____ Source material
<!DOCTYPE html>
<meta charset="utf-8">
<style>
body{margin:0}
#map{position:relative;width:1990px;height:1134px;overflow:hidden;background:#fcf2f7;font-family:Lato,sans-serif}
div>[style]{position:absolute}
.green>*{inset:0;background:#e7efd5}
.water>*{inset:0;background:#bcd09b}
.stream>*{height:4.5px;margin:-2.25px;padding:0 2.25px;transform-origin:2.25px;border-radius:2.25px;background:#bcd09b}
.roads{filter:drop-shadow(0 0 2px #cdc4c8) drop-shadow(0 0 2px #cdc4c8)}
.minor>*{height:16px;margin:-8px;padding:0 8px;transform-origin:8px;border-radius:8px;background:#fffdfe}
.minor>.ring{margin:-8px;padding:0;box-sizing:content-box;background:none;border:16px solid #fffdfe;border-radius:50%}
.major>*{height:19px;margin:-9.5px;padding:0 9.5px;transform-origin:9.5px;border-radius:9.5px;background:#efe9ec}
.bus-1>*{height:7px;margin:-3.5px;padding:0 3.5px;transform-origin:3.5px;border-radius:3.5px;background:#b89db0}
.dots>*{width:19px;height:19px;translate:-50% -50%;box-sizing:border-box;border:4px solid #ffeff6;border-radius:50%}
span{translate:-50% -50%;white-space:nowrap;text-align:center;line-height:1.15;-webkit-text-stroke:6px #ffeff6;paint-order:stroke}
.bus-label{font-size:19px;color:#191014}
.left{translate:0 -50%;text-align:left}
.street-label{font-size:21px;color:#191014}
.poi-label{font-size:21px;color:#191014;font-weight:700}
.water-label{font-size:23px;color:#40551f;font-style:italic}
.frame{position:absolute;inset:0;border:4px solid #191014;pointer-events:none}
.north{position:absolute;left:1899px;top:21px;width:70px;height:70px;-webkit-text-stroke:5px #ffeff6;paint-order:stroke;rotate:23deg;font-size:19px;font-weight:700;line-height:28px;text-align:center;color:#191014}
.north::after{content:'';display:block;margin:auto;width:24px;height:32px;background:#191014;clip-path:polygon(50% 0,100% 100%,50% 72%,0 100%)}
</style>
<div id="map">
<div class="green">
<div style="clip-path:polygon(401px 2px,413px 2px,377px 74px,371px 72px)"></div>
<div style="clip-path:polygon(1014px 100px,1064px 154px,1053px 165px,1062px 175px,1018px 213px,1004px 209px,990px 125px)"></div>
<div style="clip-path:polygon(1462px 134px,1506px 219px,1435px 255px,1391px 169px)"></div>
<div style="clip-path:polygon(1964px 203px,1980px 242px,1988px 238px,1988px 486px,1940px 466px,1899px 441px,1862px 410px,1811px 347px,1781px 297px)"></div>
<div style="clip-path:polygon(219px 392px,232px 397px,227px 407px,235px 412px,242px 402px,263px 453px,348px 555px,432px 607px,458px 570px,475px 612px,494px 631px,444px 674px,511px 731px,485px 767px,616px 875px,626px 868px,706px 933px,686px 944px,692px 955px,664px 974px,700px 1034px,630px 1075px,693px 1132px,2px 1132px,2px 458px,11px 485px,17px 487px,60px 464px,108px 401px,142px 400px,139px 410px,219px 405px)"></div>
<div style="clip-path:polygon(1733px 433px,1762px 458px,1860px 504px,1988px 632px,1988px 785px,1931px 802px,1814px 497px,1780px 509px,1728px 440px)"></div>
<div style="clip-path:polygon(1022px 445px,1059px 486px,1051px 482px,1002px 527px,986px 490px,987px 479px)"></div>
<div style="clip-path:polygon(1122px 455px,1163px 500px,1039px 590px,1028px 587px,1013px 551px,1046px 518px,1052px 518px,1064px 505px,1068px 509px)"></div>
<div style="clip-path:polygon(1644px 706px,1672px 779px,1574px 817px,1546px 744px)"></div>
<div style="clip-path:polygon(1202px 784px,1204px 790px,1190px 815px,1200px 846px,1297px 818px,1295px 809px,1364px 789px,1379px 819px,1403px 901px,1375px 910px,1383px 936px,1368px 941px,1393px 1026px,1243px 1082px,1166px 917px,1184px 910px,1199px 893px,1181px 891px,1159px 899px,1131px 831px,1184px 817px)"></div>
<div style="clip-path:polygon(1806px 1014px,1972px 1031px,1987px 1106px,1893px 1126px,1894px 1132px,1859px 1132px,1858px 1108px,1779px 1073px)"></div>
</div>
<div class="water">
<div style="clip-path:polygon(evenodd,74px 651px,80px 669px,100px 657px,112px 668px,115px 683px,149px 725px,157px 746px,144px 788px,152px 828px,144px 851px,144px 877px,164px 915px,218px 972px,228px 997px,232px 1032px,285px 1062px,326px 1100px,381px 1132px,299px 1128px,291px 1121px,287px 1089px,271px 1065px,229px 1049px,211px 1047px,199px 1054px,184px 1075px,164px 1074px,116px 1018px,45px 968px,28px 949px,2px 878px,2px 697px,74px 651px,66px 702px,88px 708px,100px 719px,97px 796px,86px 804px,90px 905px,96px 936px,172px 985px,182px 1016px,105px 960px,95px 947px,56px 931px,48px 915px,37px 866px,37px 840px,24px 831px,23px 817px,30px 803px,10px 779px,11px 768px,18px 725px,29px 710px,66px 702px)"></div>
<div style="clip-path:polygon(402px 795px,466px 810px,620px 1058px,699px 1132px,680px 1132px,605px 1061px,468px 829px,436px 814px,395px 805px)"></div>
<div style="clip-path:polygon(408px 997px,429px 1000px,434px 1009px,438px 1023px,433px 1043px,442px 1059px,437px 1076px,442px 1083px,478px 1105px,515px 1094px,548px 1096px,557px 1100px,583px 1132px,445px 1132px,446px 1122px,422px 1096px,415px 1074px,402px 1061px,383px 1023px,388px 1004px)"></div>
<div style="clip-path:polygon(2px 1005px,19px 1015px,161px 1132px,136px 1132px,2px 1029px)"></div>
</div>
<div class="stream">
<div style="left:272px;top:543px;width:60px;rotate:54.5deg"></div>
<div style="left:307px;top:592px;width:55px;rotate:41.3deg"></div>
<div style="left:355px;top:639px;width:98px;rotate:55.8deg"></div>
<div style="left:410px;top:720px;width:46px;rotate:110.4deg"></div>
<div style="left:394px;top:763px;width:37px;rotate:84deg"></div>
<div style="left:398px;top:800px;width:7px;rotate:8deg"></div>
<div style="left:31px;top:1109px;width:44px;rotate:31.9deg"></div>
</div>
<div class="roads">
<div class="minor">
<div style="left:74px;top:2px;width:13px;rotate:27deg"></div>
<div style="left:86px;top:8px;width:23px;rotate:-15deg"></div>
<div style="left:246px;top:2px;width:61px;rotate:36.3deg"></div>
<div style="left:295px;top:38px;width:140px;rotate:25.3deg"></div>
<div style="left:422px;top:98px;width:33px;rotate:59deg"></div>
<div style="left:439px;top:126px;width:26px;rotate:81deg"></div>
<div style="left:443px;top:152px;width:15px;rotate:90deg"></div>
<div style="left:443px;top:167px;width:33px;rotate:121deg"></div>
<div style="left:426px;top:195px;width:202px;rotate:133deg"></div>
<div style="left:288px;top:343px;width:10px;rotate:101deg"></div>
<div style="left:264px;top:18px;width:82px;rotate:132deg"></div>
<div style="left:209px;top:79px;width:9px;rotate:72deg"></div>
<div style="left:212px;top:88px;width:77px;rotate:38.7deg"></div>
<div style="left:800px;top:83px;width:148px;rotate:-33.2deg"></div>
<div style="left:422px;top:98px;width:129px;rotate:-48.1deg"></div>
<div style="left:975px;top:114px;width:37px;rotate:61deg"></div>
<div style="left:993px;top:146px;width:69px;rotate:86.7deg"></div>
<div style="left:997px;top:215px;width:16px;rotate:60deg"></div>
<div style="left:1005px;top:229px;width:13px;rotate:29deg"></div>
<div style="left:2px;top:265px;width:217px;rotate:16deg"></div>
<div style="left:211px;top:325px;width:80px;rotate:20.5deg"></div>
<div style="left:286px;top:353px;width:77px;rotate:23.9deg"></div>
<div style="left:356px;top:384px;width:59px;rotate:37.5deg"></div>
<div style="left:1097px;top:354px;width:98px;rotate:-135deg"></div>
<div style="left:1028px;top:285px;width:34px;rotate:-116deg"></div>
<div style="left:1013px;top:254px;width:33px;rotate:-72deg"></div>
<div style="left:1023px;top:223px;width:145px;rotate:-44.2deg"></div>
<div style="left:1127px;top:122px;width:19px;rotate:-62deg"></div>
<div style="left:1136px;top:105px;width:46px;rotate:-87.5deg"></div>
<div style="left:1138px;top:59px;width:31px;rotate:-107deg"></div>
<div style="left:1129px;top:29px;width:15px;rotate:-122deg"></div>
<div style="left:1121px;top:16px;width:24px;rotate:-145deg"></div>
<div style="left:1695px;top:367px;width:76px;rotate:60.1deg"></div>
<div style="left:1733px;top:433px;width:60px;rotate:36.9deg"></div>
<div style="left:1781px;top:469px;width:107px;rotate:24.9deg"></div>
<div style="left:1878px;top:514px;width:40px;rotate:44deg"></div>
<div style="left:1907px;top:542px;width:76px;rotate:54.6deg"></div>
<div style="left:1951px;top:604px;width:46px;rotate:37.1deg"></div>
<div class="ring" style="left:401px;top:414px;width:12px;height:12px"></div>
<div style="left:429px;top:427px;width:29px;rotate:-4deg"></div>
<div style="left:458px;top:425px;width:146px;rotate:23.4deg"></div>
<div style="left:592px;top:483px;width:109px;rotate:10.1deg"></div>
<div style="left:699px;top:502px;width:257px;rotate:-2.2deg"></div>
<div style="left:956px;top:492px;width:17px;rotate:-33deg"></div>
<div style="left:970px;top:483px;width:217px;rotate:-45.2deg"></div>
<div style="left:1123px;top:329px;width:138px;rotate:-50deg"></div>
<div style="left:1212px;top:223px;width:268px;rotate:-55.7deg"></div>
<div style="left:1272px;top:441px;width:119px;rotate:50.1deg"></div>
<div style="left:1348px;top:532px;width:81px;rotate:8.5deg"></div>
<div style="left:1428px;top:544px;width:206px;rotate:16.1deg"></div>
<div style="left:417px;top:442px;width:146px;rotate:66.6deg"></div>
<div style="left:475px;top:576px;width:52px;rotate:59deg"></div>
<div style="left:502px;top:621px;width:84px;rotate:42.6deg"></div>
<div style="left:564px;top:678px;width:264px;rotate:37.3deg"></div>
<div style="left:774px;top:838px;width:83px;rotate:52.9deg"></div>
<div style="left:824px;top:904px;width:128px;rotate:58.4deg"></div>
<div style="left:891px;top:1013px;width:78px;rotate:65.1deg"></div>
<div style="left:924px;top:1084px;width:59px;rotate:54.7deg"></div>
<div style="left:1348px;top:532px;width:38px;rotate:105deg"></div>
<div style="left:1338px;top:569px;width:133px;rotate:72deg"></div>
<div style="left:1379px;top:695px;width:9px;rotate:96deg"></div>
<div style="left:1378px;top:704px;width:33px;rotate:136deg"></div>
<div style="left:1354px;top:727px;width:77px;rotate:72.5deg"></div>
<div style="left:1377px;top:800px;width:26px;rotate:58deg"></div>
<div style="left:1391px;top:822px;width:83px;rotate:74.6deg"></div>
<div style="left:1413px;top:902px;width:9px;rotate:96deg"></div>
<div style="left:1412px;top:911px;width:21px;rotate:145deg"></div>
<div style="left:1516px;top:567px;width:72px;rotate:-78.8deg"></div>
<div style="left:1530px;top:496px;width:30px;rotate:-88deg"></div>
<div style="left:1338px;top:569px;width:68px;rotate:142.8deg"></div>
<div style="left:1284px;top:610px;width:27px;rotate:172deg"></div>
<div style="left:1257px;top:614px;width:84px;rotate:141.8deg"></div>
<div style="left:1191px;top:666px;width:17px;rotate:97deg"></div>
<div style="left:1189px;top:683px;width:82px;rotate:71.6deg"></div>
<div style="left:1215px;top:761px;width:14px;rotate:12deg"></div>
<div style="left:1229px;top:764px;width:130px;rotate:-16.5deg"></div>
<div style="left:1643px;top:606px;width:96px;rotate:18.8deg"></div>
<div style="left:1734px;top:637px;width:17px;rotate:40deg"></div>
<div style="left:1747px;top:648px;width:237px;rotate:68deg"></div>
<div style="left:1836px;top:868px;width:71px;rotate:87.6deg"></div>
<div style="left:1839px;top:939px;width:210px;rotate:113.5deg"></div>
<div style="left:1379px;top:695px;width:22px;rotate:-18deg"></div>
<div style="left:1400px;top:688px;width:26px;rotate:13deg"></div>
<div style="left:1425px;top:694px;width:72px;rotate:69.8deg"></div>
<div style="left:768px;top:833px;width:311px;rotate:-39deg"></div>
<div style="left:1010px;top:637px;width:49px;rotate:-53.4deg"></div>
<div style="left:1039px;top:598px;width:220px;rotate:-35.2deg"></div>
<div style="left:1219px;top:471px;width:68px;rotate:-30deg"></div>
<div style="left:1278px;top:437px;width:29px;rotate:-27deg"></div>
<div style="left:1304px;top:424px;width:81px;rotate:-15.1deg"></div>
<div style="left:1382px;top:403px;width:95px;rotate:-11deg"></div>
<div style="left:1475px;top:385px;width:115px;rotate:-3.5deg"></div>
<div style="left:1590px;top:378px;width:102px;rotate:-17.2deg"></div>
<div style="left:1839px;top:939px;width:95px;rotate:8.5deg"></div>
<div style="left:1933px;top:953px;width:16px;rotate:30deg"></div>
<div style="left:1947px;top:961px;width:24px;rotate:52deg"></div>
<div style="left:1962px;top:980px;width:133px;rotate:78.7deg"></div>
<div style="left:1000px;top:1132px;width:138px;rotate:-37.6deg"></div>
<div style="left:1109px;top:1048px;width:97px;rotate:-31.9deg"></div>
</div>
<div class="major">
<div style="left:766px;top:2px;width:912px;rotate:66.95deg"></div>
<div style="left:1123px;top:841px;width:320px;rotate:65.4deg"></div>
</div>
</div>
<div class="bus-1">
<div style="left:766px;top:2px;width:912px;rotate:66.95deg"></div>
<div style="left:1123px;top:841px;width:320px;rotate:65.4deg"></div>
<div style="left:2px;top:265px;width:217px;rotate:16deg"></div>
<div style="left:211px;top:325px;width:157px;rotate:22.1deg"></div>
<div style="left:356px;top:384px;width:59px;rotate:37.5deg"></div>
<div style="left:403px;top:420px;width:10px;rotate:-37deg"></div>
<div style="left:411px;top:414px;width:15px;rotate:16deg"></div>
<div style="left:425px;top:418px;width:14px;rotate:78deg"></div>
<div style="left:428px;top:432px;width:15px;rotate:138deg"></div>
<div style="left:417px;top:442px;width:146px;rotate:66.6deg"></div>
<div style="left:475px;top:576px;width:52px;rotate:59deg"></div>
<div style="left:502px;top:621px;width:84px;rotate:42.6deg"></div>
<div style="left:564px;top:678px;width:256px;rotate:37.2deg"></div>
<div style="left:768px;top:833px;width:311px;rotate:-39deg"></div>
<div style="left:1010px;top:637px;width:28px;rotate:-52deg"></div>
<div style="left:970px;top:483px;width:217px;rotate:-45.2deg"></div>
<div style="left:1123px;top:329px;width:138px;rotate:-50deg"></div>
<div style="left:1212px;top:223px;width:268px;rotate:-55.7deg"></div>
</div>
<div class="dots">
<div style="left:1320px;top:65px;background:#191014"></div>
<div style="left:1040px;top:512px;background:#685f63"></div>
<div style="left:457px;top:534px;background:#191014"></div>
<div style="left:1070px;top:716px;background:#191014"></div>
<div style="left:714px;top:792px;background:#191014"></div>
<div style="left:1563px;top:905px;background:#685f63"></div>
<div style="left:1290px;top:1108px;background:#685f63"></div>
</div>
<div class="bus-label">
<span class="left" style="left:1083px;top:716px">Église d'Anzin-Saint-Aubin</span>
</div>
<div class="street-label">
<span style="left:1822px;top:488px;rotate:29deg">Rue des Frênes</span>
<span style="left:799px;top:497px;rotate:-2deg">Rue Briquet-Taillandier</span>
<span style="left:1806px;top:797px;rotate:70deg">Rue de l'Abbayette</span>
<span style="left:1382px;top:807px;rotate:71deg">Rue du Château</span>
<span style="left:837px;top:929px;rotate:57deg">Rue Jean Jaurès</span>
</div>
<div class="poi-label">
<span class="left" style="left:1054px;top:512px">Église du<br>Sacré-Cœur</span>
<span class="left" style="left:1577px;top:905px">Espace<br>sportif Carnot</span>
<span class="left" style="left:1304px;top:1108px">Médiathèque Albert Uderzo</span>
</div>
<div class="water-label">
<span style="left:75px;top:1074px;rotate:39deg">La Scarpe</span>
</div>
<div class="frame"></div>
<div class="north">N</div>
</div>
________
What you should do:
Nothing but the lines with "stream" should be returned, copied from the entries above.

Output below:
.stream>*{height:4.5px;margin:-2.25px;padding:0 2.25px;transform-origin:2.25px;border-radius:2.25px;background:#bcd09b}
<div class="stream">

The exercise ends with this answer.